Liam Humphreys, Channel 4’s head of factual entertainment, said that some of the things which are “acceptable” in other countries are “obviously going to stretch the boundaries of what is acceptable over here”, and that Liekens’ approach will be “the most marvellous culture clash with even the most liberally minded British teacher”.
Channel 4 hopes that the programme, a one-hour special, will develop into a series.
Pro-life group the Society for the Protection of Unborn Children (SPUC) criticised the show’s premise.
Antonia Tully, national coordinator for SPUC’s Safe at School campaign, said: “They don’t need to spin this out over a GCSE! What are they going to cover?”
“We don’t need lessons to titillate teenagers. This is not the best approach to ensuring children are protected.

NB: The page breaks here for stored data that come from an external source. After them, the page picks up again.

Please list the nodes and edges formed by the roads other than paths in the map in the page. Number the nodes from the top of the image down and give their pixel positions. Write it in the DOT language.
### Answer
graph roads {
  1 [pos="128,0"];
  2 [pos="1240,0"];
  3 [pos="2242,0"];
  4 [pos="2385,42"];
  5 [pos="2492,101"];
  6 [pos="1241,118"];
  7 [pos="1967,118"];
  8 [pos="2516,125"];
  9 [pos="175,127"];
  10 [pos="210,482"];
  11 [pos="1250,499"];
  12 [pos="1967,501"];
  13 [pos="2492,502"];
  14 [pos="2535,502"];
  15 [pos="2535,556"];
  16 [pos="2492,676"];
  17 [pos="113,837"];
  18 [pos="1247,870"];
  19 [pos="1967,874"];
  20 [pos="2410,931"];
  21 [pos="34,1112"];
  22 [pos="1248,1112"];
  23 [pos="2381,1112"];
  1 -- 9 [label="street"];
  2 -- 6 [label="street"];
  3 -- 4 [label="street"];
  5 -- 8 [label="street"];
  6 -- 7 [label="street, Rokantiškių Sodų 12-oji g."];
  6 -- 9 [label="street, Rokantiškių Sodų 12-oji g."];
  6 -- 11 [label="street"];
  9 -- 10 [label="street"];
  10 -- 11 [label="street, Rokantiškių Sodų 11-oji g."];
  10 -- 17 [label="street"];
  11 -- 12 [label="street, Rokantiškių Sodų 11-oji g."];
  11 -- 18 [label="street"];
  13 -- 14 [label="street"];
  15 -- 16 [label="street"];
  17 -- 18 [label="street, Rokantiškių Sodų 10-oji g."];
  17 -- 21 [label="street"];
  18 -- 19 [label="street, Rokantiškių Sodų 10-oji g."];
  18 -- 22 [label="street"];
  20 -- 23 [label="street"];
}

“Parents are the best people to talk to children about these intimate details. Sex isn’t an academic subject, it is a personal matter”, she added.
Last week, the Liberal Democrats faced criticism for announcing plans to force primary schools to teach sex education from age seven.
Camilla Tominey, the Royal Editor of the Sunday Express, commented: “It is bad enough that our children are subjected to sex on every available billboard without it extending to the blackboard too.”
She said sex education should be “given out only on a ‘need to know’ basis”.
“We are the adults here. We must act more responsibly if we are to preserve our children’s innocence. Teaching seven-year-olds about sex is about as responsible as inviting a boyband for a sleepover with a class of teenage girls”, she added.